Development - Part 3: Uses of Logic Gates & Comparator (15-20 minutes): Teacher Activity: Discuss the general importance of logic gates as building blocks of digital systems. Brainstorm with students real-life applications in Nigeria, linking to technology they see (e.g., traffic lights, automated gate openers at offices, mobile phones). Focus on the concept of a digital comparator. Explain that an XOR gate can be used as a simple 1-bit inequality detector (output 1 if different, 0 if same). Explain that an XNOR gate (XOR + NOT) acts as a simple 1-bit equality detector (output 1 if same, 0 if different). Draw the simple comparator circuit using an XOR gate (for inequality) and an XNOR gate (for equality).
Student Activity: Contribute ideas for real-life applications of logic gates. Understand the concept of a comparator. Draw the simple XOR/XNOR comparator circuit. Ask questions about how these gates are used in specific devices.
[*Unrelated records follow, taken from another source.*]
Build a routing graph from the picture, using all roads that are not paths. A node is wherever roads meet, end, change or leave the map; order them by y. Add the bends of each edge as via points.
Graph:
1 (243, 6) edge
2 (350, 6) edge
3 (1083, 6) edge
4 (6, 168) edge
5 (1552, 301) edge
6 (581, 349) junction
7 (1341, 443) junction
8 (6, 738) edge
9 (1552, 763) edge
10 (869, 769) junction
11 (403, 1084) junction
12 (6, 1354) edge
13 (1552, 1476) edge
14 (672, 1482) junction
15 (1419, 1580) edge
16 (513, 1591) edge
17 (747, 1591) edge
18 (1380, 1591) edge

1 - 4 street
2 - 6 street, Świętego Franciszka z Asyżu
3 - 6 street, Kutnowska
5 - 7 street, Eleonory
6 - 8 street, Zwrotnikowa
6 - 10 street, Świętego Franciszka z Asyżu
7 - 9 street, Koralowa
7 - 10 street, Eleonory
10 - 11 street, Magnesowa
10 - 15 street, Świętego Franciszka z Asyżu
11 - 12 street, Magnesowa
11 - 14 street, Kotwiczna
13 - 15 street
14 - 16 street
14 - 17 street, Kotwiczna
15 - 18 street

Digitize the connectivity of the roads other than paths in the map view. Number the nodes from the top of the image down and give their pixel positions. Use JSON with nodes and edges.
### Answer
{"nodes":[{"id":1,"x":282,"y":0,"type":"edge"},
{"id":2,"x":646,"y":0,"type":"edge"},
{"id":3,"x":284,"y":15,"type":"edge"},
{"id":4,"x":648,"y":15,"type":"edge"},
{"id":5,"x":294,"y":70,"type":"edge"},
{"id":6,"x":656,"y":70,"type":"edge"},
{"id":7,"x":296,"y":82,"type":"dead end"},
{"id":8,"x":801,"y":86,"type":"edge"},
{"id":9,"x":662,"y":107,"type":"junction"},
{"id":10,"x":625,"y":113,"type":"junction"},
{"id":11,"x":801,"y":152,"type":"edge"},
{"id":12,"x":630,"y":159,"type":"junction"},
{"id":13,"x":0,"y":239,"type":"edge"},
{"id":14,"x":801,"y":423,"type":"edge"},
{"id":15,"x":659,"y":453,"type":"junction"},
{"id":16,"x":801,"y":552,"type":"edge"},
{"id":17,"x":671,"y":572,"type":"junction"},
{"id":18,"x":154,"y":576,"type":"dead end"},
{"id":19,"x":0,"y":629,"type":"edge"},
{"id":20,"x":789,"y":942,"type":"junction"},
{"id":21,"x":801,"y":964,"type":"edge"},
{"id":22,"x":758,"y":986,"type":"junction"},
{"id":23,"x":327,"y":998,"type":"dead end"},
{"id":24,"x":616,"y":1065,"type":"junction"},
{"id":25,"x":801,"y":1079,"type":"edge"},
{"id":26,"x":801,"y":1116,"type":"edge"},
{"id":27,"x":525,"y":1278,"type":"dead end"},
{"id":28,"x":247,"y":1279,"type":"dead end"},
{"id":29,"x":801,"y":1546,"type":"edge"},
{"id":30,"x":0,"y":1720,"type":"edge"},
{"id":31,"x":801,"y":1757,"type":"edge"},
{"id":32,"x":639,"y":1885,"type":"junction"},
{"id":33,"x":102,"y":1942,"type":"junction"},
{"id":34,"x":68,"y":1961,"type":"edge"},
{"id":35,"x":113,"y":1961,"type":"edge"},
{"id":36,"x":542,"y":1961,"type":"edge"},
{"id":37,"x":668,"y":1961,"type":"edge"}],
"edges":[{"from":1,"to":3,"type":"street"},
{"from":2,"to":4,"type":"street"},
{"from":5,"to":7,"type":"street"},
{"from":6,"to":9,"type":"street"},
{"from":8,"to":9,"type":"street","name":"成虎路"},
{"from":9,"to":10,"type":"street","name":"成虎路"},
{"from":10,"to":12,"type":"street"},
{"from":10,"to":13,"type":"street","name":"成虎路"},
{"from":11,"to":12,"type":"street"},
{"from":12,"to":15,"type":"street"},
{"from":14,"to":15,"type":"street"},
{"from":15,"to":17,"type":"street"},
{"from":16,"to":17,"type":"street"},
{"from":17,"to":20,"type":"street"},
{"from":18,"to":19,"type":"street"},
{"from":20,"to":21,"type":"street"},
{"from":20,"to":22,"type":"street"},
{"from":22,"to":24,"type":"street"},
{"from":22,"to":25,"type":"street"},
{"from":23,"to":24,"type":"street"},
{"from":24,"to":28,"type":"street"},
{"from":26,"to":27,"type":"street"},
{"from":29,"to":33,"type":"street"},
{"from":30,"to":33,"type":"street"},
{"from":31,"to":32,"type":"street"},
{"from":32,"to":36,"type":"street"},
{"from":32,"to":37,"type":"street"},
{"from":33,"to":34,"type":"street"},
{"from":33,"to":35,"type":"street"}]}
Conclusion (5 minutes): Teacher Activity: Recap the main points: four alternative logic gates, their unique functions, symbols, truth tables, and key applications. Emphasize their importance in digital electronics. Assign homework if applicable.
Student Activity: Ask any remaining questions. Pack up materials.
Automated Car Park/Toll Gate Barrier Control (e.g., at Muritala Mohammed International Airport or toll plazas): Logic gates are used to manage the barrier. Sensors detect a vehicle's presence (input 1), payment confirmation is received (input 2). An AND gate would ensure the barrier only opens if both conditions are met. After the car passes, another sensor triggers a NOT gate to close the barrier. This system ensures efficient traffic flow and revenue collection. Basic Security Alarm Systems in Nigerian Homes/Offices: Imagine an alarm system with two sensors: a door sensor (A) and a window sensor (B). If either the door is opened OR a window is opened, the alarm should trigger. An OR gate can combine the signals from these sensors. If a 'master switch' (C) is also required to be ON for the alarm to be active, then a more complex circuit involving AND/OR gates would be used to ensure the alarm only sounds when (A OR B) AND C is true. This protects properties from burglary. Industrial Process Control (e.g., water pumping stations, manufacturing plants): In a water pumping station in Abuja, logic gates can control pumps based on water levels and system pressure. For example, if the 'reservoir level is low' (Input A = 1) AND the 'pump is not overheating' (Input B = 1), then an AND gate can activate the pump. A NOR gate might be used to trigger an alert if either the pump fails or the water pressure drops critically. This ensures reliable operation and prevents equipment damage.